-- Opening Marker --

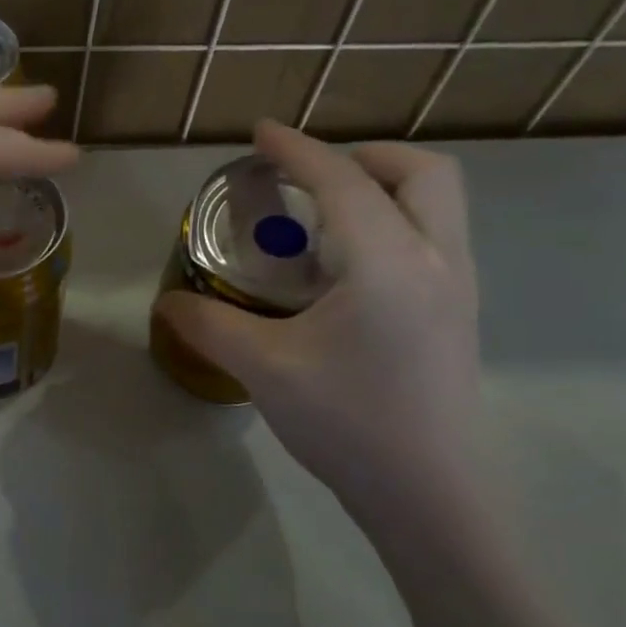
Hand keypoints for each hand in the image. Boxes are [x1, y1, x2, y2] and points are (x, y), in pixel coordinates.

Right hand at [154, 121, 480, 524]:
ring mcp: (458, 288)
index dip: (296, 150)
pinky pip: (434, 239)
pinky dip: (393, 224)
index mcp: (388, 262)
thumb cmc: (348, 423)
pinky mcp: (458, 316)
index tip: (260, 132)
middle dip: (364, 157)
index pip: (341, 182)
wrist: (429, 494)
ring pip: (438, 204)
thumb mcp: (265, 370)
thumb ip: (210, 326)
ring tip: (321, 220)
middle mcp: (437, 260)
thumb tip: (167, 303)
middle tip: (308, 178)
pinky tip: (345, 271)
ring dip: (383, 188)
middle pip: (422, 173)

-- Closing Marker --

Exercise objective: Both end lines included, restate word for word the lines above from the line with "pinky mcp: (458, 316)" to the line with "ring dip: (383, 188)", and nothing else.

Response to the task:
pinky mcp: (458, 316)
index tip: (260, 132)
middle dip: (364, 157)
index pip: (341, 182)
wrist: (429, 494)
ring pip: (438, 204)
thumb mcp: (265, 370)
thumb ip: (210, 326)
ring tip: (321, 220)
middle mcp: (437, 260)
thumb tip: (167, 303)
middle tip: (308, 178)
pinky tip: (345, 271)
ring dip: (383, 188)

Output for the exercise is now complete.